Er verwies auf den „Compact with africa“-Gipfel in Berlin und auf die eine Milliarde Euro bis 2021, die in Projekte wie „Junge Start-ups in Afrika“ und in die Verknüpfung deutscher und afrikanischer Unternehmen fließen solle: „Wir müssen neue Wege gehen und die Entwicklungszusammenarbeit neu aufstellen.“

Er kritisierte, dass das chinesische Interesse an Afrika aus Strategie passiere, um „neue Märkte zu erschließen“. Deshalb gebe es seitens der Chinesen auch keine Auflagen, was die Europäer so aber nicht mitmachen wollten.

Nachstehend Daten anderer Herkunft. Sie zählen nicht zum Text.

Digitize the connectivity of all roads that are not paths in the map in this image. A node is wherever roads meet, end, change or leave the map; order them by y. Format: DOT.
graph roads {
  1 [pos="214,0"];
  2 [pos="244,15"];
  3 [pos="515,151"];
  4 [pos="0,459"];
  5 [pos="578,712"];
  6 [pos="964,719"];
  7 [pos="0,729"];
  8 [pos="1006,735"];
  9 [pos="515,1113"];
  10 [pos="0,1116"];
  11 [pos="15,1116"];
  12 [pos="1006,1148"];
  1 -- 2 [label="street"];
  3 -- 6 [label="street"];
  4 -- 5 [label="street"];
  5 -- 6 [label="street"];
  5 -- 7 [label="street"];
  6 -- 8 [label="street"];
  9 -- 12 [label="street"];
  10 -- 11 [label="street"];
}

Was den Aktionsplan „Wirtschaft und Menschenrechte“ angehe, müsse man prüfen, ob man auf freiwillige Selbstverpflichtung deutscher Unternehmer setzen könne oder gesetzliche Auflagen erlassen müsse.

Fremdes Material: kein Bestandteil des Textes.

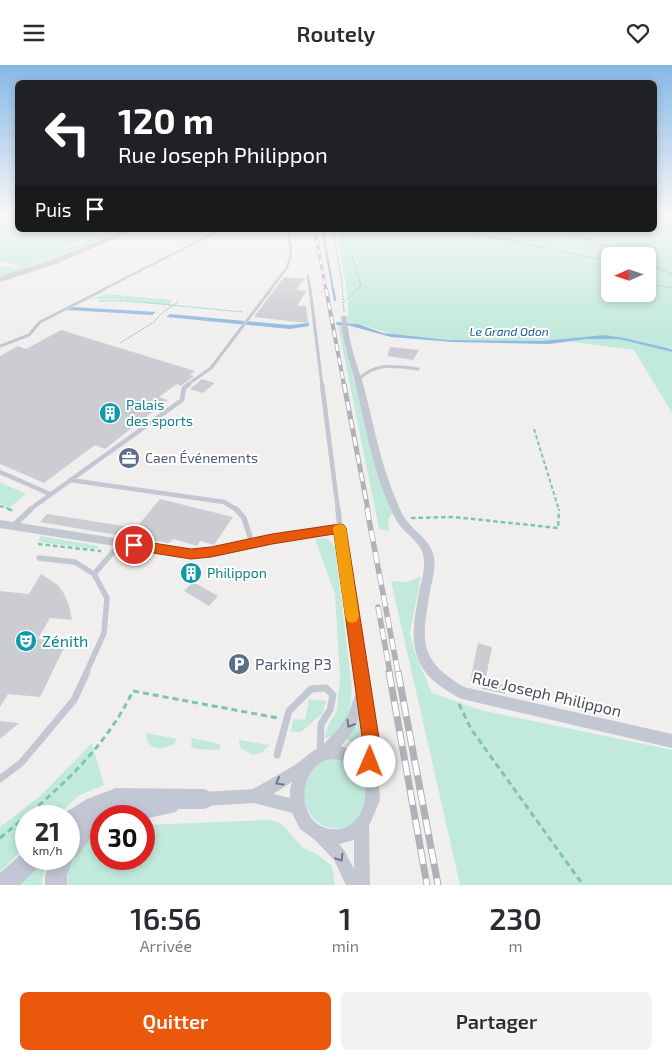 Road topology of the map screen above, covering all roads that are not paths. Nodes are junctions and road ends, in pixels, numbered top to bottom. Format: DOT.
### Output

Die Frage stelle sich, „drängen wir damit unsere Unternehmen raus und überlassen China und Russland das Spielfeld oder wir setzen Standards und helfen dem jeweiligen Land.“ Dazu gebe es in der Bundesregierung zwischen Wirtschafts- und Entwicklungshilfeministerium unterschiedliche Meinungen, räumte er ein.

Selbstkritik üben

Aus dem Plenum kamen zu dem Vortrag eine ganze Reihe kritischer Anmerkungen, wie zum Beispiel gleichberechtigter Umgang funktionieren soll, wenn die EU den Afrikanern vor der westafrikanischen Küste die Fische wegfischt, Zölle auf ugandischen Kaffee erhebe oder Milchpulverlieferungen in den Kontinent subventioniert? „Wir sollten selbstkritisch mit uns umgehen“, sagte Rouenhoffs. „Hat die Entwicklungszusammenarbeit so Erfolg gebracht? Das sollten wir mal reflektieren.“

Allerdings stecke man ja bewusst die 400 Millionen Euro in die Förderung afrikanischer Unternehmen. „Investition und Handel“ seien „die Grundlage für Entwicklung“. Da sei er allerdings kein Dogmatiker. Man müsse aber auch „zuhören, was die Länder wollen“ und „eine Partnerschaft auf Augenhöhe entwickeln.“

Am Ende der Veranstaltung konnte Matthias Wirth sich nur bei den Diskutanten bedanken. „Mit so einer geballten Kompetenz haben wir nicht gerechnet.“ Befanden sich doch unter den rund 70 Besuchern auch einige, die in Sachen „Afrika“ selbst aktiv unterwegs sind.